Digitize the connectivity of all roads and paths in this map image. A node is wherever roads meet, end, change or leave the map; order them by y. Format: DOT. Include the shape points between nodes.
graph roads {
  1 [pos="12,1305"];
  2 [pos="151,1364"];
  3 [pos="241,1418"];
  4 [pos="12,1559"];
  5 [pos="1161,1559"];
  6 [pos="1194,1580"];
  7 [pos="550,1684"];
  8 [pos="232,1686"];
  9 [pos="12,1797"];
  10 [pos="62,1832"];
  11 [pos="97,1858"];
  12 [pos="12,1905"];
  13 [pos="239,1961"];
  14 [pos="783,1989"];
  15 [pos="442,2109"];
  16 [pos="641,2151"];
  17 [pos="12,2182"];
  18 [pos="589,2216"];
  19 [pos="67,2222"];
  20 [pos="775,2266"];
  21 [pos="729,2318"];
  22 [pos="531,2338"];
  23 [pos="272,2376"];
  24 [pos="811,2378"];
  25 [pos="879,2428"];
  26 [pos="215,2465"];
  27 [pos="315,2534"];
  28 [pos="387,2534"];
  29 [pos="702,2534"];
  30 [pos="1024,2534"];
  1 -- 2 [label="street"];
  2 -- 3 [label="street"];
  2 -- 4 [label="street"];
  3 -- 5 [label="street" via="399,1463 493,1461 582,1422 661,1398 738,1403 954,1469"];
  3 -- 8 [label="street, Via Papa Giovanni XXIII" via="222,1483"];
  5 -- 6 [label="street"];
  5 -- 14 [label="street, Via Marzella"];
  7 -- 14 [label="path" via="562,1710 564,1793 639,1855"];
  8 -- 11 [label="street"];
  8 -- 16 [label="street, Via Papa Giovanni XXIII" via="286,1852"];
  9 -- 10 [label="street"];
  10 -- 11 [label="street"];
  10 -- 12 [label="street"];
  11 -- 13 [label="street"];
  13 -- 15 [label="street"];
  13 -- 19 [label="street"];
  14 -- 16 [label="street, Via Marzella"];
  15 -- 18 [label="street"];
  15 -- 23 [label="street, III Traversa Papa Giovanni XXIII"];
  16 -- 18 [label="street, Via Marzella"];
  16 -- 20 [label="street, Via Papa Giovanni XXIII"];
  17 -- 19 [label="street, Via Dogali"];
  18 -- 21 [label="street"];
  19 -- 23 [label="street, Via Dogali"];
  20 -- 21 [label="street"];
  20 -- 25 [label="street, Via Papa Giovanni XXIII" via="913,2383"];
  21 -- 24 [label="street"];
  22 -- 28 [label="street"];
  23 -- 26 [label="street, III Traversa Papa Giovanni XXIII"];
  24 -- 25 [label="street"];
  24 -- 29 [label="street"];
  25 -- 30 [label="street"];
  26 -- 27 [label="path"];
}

● Task to complete:
Write the entries out again exactly.

● Written answer:
Digitize the connectivity of all roads and paths in this map image. A node is wherever roads meet, end, change or leave the map; order them by y. Format: DOT. Include the shape points between nodes.
graph roads {
  1 [pos="12,1305"];
  2 [pos="151,1364"];
  3 [pos="241,1418"];
  4 [pos="12,1559"];
  5 [pos="1161,1559"];
  6 [pos="1194,1580"];
  7 [pos="550,1684"];
  8 [pos="232,1686"];
  9 [pos="12,1797"];
  10 [pos="62,1832"];
  11 [pos="97,1858"];
  12 [pos="12,1905"];
  13 [pos="239,1961"];
  14 [pos="783,1989"];
  15 [pos="442,2109"];
  16 [pos="641,2151"];
  17 [pos="12,2182"];
  18 [pos="589,2216"];
  19 [pos="67,2222"];
  20 [pos="775,2266"];
  21 [pos="729,2318"];
  22 [pos="531,2338"];
  23 [pos="272,2376"];
  24 [pos="811,2378"];
  25 [pos="879,2428"];
  26 [pos="215,2465"];
  27 [pos="315,2534"];
  28 [pos="387,2534"];
  29 [pos="702,2534"];
  30 [pos="1024,2534"];
  1 -- 2 [label="street"];
  2 -- 3 [label="street"];
  2 -- 4 [label="street"];
  3 -- 5 [label="street" via="399,1463 493,1461 582,1422 661,1398 738,1403 954,1469"];
  3 -- 8 [label="street, Via Papa Giovanni XXIII" via="222,1483"];
  5 -- 6 [label="street"];
  5 -- 14 [label="street, Via Marzella"];
  7 -- 14 [label="path" via="562,1710 564,1793 639,1855"];
  8 -- 11 [label="street"];
  8 -- 16 [label="street, Via Papa Giovanni XXIII" via="286,1852"];
  9 -- 10 [label="street"];
  10 -- 11 [label="street"];
  10 -- 12 [label="street"];
  11 -- 13 [label="street"];
  13 -- 15 [label="street"];
  13 -- 19 [label="street"];
  14 -- 16 [label="street, Via Marzella"];
  15 -- 18 [label="street"];
  15 -- 23 [label="street, III Traversa Papa Giovanni XXIII"];
  16 -- 18 [label="street, Via Marzella"];
  16 -- 20 [label="street, Via Papa Giovanni XXIII"];
  17 -- 19 [label="street, Via Dogali"];
  18 -- 21 [label="street"];
  19 -- 23 [label="street, Via Dogali"];
  20 -- 21 [label="street"];
  20 -- 25 [label="street, Via Papa Giovanni XXIII" via="913,2383"];
  21 -- 24 [label="street"];
  22 -- 28 [label="street"];
  23 -- 26 [label="street, III Traversa Papa Giovanni XXIII"];
  24 -- 25 [label="street"];
  24 -- 29 [label="street"];
  25 -- 30 [label="street"];
  26 -- 27 [label="path"];
}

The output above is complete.